I think this is an interesting topic worth discussing, but also I don't think it's related to your post I replied to, which claimed that ZFC doesn't presuppose any more primitive kind of collection.

> sets of beer mugs

Set theory doesn't admit anything other than sets. Based on the way you're describing things, you'll need to encode each mug as a set, just as we encode numbers themselves as sets. But that's rather unnatural, and mathematicians generally go about their business without worrying about such encodings. They work with the axioms of their setting instead, comforted merely that they could find a model of their constructions in set theory if they really cared to carry out the encodings required.

Confusingly, the "group" and "set" in "group theory" and "set theory" are referring to different parts of the theory. Group theory posits a universe with entities called elements, which when used in certain ways do nice things. Set theory posits a universe with entities called sets, which when used in certain ways do nice things. In one, a "group" is the universe; in the other, a "set" is a constituent of the universe.

If you wanted your mugs to be a model of set theory, the same way we say that something is a group (is a model of group theory), you'd need to somehow prove that your collection of mugs satisfies the ZFC axioms. I don't think "is this mug an element of that mug" is the kind of question you're hoping to model, so your mugs are probably not a model of set theory.

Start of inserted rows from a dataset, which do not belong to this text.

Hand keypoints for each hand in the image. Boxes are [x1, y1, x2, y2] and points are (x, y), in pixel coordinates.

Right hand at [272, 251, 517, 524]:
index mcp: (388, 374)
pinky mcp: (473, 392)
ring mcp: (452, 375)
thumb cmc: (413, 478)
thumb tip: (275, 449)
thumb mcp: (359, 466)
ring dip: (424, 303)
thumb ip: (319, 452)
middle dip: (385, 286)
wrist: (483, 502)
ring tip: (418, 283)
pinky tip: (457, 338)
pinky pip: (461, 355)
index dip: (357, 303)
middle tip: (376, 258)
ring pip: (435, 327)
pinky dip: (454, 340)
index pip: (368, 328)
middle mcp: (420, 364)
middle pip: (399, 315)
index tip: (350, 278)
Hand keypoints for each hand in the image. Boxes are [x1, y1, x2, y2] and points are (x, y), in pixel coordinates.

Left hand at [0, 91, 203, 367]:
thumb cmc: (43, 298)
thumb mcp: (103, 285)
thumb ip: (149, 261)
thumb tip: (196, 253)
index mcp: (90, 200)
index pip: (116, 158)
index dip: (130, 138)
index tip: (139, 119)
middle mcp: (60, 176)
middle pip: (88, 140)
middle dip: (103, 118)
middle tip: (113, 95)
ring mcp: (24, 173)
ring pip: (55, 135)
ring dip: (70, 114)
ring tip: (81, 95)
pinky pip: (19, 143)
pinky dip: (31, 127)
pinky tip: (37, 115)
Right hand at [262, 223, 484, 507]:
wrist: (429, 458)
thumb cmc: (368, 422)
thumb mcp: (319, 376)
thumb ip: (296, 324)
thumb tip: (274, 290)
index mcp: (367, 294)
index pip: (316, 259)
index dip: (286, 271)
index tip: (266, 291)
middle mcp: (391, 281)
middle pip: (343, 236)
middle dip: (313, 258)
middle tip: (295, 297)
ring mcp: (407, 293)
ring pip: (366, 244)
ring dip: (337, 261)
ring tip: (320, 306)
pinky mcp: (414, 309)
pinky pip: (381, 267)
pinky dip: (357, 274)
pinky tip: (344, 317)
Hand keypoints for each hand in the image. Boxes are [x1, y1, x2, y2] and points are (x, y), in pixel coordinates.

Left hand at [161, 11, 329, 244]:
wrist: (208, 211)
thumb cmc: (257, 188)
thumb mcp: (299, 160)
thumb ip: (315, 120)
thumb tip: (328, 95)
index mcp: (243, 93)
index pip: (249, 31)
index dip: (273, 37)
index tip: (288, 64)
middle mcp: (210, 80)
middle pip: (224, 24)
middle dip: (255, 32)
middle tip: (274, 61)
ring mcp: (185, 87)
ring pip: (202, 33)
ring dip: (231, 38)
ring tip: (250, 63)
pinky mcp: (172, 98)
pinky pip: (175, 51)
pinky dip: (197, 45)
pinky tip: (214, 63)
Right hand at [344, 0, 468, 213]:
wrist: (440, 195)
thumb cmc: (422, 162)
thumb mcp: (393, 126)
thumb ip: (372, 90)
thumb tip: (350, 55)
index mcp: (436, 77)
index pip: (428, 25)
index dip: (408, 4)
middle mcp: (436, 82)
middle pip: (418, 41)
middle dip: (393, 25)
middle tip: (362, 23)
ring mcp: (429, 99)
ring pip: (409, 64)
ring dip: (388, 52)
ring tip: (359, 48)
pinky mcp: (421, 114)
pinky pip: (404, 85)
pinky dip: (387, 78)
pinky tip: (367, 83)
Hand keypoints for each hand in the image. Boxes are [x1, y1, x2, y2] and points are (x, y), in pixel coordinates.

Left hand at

Your mugs might be a model of the theory of preorders, if you deign to order them by their fluid capacity.

> Whereas for a category it's just impossible to get started - should my beer mugs be objects or arrows?

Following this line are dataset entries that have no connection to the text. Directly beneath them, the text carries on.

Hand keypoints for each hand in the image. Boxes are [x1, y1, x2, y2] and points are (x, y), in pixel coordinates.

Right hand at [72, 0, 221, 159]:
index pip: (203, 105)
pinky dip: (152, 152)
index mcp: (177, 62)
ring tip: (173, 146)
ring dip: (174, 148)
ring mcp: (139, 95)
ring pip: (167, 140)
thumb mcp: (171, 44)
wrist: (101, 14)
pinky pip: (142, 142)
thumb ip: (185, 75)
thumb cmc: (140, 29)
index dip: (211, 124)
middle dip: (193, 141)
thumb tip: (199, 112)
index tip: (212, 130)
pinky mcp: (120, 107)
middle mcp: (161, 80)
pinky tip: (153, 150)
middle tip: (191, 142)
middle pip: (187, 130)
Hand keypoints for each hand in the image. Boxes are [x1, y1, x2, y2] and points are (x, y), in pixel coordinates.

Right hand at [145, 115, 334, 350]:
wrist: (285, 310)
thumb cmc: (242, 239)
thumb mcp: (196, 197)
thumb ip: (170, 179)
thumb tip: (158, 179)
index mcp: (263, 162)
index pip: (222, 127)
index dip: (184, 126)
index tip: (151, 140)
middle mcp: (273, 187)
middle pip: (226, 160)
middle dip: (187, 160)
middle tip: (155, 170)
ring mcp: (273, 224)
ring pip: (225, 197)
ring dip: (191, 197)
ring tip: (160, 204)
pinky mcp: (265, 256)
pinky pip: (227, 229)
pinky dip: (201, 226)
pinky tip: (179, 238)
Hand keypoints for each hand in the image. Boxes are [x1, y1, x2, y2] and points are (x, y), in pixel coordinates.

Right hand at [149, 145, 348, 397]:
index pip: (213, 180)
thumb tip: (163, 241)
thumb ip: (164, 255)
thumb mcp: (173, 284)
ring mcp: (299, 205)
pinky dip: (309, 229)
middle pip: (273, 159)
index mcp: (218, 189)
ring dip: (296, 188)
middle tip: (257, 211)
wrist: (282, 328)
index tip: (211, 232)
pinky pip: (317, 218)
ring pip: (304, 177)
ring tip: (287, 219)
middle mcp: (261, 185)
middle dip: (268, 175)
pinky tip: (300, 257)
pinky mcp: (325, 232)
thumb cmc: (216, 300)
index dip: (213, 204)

It sounds like what you want is some kind of "mug theory", and the sibling comment has it right in asking what you want to model about mugs. The common thread with all of these theories is that you state first-order axioms, and then work with those axioms freely ignorant of whatever choice of model somebody might come along with that satisfies those axioms.

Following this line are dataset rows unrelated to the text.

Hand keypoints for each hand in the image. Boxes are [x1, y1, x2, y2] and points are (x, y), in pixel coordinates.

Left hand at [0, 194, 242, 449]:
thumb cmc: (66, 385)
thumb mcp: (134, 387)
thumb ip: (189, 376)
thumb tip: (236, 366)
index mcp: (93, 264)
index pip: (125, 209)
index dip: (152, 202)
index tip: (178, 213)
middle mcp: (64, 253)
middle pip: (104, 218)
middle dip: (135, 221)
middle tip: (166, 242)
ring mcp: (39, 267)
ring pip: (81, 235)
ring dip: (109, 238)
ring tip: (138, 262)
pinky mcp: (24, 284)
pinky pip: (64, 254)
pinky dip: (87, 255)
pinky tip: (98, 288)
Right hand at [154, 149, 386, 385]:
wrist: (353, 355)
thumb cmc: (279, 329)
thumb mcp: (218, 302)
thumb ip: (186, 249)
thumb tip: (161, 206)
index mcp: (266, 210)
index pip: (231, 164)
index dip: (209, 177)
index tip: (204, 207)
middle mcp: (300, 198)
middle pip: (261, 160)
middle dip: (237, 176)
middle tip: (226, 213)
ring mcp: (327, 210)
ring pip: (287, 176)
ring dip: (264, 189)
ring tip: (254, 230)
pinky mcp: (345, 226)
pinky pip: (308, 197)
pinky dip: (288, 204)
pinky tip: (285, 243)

This is really no different than what we do in something like Java. We define interfaces (theories) capturing the things we want to be able to do with objects, and worry later about what implementations (models) actually meet the requirements. If you want to work with mugs in Java, what are you going to do but define a new type with the operations you need?

There's no reason to expect that some other interface is going to just happen to meet your needs. Not even set theory; not even category theory.

[lmm]

Well, I guess what I'm technically doing is building a non-standard model of set theory in which my beer mugs are some kind of inaccessible sets that are not members of each other. And yes, that doesn't let me study the mugs themselves in any useful way, since I'm not interested in which mugs are members of which other mugs - but it does let me play around with sets of beer mugs and get comfortable with set theory. And it makes it feel like a simple theory if the entities it studies are just opaque "things".